# ABOUT THIS TASK:
Go through the following listing and count each line that contains the string "roads"; the answer is that number alone.

Segment Start: INPUT FOR THIS TASK

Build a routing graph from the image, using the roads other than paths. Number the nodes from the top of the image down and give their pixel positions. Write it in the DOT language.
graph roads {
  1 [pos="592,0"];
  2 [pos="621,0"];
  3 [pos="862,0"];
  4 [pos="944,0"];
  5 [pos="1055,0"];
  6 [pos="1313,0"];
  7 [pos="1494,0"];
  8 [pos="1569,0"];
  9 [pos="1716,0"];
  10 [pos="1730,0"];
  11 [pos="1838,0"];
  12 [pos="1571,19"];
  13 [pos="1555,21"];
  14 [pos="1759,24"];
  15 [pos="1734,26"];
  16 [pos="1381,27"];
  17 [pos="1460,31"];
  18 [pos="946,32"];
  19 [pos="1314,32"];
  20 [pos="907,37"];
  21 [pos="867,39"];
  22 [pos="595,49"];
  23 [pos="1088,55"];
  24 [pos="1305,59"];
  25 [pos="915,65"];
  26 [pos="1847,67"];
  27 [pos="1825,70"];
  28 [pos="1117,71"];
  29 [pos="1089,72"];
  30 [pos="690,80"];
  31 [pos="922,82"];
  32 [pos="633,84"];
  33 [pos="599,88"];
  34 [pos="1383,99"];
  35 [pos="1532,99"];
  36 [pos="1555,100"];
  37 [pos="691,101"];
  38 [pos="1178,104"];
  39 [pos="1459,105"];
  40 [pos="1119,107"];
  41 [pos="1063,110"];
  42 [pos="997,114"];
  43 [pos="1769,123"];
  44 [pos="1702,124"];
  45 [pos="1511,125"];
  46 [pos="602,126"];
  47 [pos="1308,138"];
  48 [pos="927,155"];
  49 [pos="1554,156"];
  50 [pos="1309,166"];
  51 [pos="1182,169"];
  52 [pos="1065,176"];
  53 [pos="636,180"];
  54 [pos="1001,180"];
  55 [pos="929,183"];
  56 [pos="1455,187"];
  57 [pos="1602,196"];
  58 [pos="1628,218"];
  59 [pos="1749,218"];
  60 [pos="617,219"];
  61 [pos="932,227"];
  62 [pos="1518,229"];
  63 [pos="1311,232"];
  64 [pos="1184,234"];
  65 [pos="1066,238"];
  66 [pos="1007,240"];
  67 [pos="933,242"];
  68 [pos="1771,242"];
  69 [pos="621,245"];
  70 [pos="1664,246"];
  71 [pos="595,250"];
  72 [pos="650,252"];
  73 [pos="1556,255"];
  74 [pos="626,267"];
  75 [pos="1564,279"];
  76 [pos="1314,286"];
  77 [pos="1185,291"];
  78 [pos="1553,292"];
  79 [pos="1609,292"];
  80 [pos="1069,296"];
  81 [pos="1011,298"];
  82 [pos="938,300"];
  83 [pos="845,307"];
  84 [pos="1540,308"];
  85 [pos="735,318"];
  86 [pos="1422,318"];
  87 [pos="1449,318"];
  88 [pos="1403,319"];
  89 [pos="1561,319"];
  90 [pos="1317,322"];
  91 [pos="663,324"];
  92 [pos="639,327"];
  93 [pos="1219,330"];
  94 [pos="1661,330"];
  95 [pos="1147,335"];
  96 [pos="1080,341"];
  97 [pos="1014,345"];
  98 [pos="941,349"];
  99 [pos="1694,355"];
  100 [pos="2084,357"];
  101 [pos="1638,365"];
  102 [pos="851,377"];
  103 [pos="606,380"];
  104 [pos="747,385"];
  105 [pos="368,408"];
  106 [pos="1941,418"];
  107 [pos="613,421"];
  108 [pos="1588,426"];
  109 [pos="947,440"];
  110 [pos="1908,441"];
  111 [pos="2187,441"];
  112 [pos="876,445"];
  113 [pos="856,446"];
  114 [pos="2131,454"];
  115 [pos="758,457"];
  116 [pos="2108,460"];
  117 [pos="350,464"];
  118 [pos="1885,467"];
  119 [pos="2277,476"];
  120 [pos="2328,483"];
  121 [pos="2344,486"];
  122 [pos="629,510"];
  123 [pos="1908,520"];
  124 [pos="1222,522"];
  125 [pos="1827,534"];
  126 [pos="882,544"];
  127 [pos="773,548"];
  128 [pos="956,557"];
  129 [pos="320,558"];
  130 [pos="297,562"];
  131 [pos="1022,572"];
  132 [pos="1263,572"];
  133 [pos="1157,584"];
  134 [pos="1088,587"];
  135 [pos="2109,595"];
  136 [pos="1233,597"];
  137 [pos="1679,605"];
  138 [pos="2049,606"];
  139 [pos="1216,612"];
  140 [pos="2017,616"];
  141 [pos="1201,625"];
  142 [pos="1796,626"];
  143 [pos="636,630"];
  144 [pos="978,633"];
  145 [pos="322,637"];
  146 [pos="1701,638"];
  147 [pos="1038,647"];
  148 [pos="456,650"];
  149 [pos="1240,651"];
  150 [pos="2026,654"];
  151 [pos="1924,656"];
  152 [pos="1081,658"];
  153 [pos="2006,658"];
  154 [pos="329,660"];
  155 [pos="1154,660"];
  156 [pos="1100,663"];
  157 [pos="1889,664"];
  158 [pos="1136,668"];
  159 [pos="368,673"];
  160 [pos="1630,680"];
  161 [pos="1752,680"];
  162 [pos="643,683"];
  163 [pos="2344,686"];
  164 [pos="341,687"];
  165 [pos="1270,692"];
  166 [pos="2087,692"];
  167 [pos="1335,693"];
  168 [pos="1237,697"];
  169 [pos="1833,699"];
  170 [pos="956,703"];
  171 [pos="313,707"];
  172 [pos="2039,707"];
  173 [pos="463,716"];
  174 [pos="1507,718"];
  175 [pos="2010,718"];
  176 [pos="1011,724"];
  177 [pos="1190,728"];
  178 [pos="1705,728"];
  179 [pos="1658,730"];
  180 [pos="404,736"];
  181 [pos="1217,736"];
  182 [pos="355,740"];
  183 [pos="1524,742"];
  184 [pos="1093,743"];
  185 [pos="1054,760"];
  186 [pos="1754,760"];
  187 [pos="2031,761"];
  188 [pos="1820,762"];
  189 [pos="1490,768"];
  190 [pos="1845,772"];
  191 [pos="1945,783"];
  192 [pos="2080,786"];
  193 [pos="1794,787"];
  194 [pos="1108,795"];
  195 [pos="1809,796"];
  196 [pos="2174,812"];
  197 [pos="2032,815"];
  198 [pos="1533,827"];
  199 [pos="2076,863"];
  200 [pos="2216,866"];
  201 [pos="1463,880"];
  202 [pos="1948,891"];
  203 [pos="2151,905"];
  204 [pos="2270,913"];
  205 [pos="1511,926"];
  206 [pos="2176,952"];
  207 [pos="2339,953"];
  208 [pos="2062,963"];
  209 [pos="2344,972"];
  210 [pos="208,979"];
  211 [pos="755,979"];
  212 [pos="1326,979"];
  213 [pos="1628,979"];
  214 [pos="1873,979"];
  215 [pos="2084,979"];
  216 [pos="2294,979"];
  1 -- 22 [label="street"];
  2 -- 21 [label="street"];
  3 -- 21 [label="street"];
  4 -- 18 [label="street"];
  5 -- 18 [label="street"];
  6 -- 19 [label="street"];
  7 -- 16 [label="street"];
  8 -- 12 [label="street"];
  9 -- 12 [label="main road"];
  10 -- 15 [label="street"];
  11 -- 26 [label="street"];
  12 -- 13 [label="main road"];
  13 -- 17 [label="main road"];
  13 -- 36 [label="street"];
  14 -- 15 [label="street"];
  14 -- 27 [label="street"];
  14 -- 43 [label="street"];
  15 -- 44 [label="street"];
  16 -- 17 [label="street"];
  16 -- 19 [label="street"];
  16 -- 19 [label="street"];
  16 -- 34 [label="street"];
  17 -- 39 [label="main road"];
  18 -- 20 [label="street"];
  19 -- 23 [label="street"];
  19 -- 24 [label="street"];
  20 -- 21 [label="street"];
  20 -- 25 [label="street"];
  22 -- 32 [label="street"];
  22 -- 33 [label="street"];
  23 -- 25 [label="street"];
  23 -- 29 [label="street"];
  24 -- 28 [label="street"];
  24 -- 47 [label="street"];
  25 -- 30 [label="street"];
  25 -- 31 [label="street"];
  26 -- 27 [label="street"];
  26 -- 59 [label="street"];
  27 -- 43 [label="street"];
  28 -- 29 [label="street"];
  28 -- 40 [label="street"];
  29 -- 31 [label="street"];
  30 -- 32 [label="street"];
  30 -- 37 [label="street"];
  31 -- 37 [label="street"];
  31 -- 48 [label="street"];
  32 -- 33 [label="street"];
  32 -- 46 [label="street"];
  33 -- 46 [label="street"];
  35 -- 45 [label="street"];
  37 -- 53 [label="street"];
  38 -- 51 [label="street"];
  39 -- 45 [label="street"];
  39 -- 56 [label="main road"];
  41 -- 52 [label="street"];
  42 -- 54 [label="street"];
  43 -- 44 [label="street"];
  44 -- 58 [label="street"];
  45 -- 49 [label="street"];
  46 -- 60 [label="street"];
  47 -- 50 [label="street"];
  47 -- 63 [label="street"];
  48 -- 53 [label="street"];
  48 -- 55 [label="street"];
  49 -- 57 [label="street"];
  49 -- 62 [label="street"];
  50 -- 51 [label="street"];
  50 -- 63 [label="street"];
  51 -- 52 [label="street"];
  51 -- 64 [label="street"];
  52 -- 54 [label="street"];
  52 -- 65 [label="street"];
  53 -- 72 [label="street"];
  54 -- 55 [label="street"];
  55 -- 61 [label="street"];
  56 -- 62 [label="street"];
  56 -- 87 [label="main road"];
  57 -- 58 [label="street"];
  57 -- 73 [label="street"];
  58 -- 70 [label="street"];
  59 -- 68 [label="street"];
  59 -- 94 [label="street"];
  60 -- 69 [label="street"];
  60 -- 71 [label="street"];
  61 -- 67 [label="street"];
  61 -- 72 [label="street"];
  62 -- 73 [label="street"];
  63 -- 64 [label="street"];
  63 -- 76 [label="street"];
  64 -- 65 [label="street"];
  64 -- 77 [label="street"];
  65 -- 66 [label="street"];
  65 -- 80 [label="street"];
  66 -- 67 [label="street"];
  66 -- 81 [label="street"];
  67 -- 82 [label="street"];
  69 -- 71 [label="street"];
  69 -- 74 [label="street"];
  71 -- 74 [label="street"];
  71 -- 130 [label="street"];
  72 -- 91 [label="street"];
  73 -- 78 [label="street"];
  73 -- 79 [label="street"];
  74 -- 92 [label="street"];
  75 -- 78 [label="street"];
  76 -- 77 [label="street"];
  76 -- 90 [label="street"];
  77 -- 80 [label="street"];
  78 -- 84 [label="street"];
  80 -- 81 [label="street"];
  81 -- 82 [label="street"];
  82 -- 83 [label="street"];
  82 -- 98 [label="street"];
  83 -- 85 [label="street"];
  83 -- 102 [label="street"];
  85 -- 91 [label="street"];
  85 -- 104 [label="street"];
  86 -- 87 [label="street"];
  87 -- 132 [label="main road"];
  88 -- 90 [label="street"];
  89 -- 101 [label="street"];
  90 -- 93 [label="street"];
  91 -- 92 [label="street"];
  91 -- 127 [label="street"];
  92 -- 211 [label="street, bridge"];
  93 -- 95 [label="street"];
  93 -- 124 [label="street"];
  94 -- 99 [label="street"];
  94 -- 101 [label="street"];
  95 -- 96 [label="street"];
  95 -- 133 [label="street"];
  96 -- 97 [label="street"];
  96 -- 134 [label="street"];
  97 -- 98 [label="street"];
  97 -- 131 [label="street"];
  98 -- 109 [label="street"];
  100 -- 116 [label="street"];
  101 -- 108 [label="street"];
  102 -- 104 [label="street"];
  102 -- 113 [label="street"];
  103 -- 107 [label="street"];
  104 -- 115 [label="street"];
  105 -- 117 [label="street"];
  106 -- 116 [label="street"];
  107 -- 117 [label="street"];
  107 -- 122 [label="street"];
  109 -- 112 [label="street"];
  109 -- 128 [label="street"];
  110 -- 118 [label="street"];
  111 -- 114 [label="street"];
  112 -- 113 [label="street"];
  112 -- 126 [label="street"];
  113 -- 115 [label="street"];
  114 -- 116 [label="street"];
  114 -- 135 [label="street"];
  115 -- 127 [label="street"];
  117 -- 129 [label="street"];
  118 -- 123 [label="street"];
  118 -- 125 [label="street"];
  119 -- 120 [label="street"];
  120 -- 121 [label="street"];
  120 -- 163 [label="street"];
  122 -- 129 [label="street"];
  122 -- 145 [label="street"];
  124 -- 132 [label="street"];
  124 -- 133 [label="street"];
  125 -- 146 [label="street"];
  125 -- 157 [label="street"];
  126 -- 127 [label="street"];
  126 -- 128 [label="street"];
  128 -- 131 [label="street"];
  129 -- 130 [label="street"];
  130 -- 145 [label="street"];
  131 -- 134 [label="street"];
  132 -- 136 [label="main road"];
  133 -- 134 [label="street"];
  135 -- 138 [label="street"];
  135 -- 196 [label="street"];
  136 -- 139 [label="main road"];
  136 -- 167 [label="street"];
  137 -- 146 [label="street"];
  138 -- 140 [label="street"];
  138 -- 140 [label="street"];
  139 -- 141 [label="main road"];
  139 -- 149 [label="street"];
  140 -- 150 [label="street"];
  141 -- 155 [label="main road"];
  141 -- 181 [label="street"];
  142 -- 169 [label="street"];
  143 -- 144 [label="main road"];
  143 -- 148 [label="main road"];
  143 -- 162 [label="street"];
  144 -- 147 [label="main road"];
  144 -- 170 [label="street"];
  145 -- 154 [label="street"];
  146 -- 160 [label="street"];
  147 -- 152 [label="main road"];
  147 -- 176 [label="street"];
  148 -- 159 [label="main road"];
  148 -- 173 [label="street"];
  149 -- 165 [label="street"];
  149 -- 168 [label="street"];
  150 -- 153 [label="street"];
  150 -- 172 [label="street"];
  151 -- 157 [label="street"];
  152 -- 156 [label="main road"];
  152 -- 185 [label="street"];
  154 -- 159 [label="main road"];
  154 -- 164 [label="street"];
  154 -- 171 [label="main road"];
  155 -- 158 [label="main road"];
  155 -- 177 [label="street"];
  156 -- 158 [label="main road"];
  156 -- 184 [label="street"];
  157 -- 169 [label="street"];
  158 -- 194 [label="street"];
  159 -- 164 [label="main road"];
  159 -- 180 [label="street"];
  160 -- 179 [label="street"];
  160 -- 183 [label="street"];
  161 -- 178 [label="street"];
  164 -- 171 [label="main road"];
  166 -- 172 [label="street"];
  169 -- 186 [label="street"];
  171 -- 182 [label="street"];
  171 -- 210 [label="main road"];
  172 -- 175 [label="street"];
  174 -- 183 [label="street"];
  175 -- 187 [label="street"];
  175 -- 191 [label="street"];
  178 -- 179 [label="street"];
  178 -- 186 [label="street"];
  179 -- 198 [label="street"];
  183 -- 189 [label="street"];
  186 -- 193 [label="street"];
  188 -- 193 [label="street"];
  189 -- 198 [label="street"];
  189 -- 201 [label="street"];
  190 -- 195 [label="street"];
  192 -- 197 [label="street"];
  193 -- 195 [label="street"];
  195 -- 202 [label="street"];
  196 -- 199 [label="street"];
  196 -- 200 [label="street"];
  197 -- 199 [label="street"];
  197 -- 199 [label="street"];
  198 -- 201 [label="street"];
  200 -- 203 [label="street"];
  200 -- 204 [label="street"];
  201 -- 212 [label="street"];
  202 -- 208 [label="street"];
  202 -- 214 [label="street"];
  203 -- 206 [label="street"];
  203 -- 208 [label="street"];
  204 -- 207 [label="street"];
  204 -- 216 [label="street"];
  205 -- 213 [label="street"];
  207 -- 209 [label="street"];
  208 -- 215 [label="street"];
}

Segment End: INPUT FOR THIS TASK

# RESPONSE FOR THIS EXERCISE:
2